▶ **BRIEF**
To complete the exercise, repeat every record exactly as it stands.

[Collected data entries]
========================================================================
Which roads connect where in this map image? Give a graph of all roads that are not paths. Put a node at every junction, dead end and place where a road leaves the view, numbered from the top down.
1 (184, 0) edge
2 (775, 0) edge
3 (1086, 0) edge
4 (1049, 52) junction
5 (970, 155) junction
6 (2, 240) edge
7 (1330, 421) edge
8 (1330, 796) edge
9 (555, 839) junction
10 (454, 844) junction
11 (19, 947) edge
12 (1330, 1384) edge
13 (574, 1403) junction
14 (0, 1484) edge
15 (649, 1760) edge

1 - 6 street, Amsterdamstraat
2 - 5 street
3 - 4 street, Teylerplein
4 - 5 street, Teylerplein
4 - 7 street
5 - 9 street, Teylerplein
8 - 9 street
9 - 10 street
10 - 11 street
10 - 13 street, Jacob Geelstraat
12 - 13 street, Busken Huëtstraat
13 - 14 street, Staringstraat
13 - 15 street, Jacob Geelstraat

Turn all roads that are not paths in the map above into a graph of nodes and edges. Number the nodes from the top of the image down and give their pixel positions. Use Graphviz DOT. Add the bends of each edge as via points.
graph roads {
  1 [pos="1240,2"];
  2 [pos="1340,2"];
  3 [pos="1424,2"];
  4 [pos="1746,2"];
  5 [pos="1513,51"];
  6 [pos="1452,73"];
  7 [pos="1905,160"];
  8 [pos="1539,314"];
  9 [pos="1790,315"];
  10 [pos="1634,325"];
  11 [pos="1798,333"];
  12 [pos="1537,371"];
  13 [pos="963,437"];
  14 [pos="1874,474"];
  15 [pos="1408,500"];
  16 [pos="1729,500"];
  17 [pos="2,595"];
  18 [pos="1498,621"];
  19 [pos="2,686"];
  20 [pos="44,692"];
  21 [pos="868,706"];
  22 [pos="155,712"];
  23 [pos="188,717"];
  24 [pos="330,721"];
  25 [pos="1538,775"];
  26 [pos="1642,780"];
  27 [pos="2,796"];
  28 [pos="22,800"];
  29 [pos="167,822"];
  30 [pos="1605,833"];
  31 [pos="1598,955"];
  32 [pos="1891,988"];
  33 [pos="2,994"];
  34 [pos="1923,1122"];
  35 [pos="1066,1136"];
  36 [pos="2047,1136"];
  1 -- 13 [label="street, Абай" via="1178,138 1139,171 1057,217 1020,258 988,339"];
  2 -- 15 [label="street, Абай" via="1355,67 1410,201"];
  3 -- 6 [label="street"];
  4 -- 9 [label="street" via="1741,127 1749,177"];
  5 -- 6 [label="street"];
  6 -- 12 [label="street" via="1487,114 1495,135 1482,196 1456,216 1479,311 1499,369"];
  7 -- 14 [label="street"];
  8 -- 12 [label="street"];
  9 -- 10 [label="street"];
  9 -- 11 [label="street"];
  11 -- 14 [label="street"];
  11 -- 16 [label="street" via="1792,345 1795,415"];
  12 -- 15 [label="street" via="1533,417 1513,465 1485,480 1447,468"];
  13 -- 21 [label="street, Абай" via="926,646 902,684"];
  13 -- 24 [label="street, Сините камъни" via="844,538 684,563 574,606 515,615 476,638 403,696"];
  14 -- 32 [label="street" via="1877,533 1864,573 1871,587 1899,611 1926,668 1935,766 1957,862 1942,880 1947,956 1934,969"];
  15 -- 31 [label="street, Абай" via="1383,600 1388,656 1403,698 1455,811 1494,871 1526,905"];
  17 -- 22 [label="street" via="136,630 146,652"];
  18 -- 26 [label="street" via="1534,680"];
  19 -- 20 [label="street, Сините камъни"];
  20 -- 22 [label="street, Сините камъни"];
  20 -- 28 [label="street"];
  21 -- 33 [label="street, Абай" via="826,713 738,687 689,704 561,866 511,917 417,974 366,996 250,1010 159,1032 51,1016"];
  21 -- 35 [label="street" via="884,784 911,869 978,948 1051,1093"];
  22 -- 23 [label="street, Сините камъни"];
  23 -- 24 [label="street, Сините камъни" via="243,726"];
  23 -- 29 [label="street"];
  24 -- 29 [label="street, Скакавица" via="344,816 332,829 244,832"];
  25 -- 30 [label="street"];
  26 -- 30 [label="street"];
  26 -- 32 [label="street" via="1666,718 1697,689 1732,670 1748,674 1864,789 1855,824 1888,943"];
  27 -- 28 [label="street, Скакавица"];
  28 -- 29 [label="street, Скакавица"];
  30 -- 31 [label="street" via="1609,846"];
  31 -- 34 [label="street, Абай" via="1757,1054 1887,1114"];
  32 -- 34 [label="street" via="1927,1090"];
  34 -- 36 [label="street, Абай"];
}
========================================================================
▶ **YOUR RESPONSE**
Which roads connect where in this map image? Give a graph of all roads that are not paths. Put a node at every junction, dead end and place where a road leaves the view, numbered from the top down.
1 (184, 0) edge
2 (775, 0) edge
3 (1086, 0) edge
4 (1049, 52) junction
5 (970, 155) junction
6 (2, 240) edge
7 (1330, 421) edge
8 (1330, 796) edge
9 (555, 839) junction
10 (454, 844) junction
11 (19, 947) edge
12 (1330, 1384) edge
13 (574, 1403) junction
14 (0, 1484) edge
15 (649, 1760) edge

1 - 6 street, Amsterdamstraat
2 - 5 street
3 - 4 street, Teylerplein
4 - 5 street, Teylerplein
4 - 7 street
5 - 9 street, Teylerplein
8 - 9 street
9 - 10 street
10 - 11 street
10 - 13 street, Jacob Geelstraat
12 - 13 street, Busken Huëtstraat
13 - 14 street, Staringstraat
13 - 15 street, Jacob Geelstraat

Turn all roads that are not paths in the map above into a graph of nodes and edges. Number the nodes from the top of the image down and give their pixel positions. Use Graphviz DOT. Add the bends of each edge as via points.
graph roads {
  1 [pos="1240,2"];
  2 [pos="1340,2"];
  3 [pos="1424,2"];
  4 [pos="1746,2"];
  5 [pos="1513,51"];
  6 [pos="1452,73"];
  7 [pos="1905,160"];
  8 [pos="1539,314"];
  9 [pos="1790,315"];
  10 [pos="1634,325"];
  11 [pos="1798,333"];
  12 [pos="1537,371"];
  13 [pos="963,437"];
  14 [pos="1874,474"];
  15 [pos="1408,500"];
  16 [pos="1729,500"];
  17 [pos="2,595"];
  18 [pos="1498,621"];
  19 [pos="2,686"];
  20 [pos="44,692"];
  21 [pos="868,706"];
  22 [pos="155,712"];
  23 [pos="188,717"];
  24 [pos="330,721"];
  25 [pos="1538,775"];
  26 [pos="1642,780"];
  27 [pos="2,796"];
  28 [pos="22,800"];
  29 [pos="167,822"];
  30 [pos="1605,833"];
  31 [pos="1598,955"];
  32 [pos="1891,988"];
  33 [pos="2,994"];
  34 [pos="1923,1122"];
  35 [pos="1066,1136"];
  36 [pos="2047,1136"];
  1 -- 13 [label="street, Абай" via="1178,138 1139,171 1057,217 1020,258 988,339"];
  2 -- 15 [label="street, Абай" via="1355,67 1410,201"];
  3 -- 6 [label="street"];
  4 -- 9 [label="street" via="1741,127 1749,177"];
  5 -- 6 [label="street"];
  6 -- 12 [label="street" via="1487,114 1495,135 1482,196 1456,216 1479,311 1499,369"];
  7 -- 14 [label="street"];
  8 -- 12 [label="street"];
  9 -- 10 [label="street"];
  9 -- 11 [label="street"];
  11 -- 14 [label="street"];
  11 -- 16 [label="street" via="1792,345 1795,415"];
  12 -- 15 [label="street" via="1533,417 1513,465 1485,480 1447,468"];
  13 -- 21 [label="street, Абай" via="926,646 902,684"];
  13 -- 24 [label="street, Сините камъни" via="844,538 684,563 574,606 515,615 476,638 403,696"];
  14 -- 32 [label="street" via="1877,533 1864,573 1871,587 1899,611 1926,668 1935,766 1957,862 1942,880 1947,956 1934,969"];
  15 -- 31 [label="street, Абай" via="1383,600 1388,656 1403,698 1455,811 1494,871 1526,905"];
  17 -- 22 [label="street" via="136,630 146,652"];
  18 -- 26 [label="street" via="1534,680"];
  19 -- 20 [label="street, Сините камъни"];
  20 -- 22 [label="street, Сините камъни"];
  20 -- 28 [label="street"];
  21 -- 33 [label="street, Абай" via="826,713 738,687 689,704 561,866 511,917 417,974 366,996 250,1010 159,1032 51,1016"];
  21 -- 35 [label="street" via="884,784 911,869 978,948 1051,1093"];
  22 -- 23 [label="street, Сините камъни"];
  23 -- 24 [label="street, Сините камъни" via="243,726"];
  23 -- 29 [label="street"];
  24 -- 29 [label="street, Скакавица" via="344,816 332,829 244,832"];
  25 -- 30 [label="street"];
  26 -- 30 [label="street"];
  26 -- 32 [label="street" via="1666,718 1697,689 1732,670 1748,674 1864,789 1855,824 1888,943"];
  27 -- 28 [label="street, Скакавица"];
  28 -- 29 [label="street, Скакавица"];
  30 -- 31 [label="street" via="1609,846"];
  31 -- 34 [label="street, Абай" via="1757,1054 1887,1114"];
  32 -- 34 [label="street" via="1927,1090"];
  34 -- 36 [label="street, Абай"];
}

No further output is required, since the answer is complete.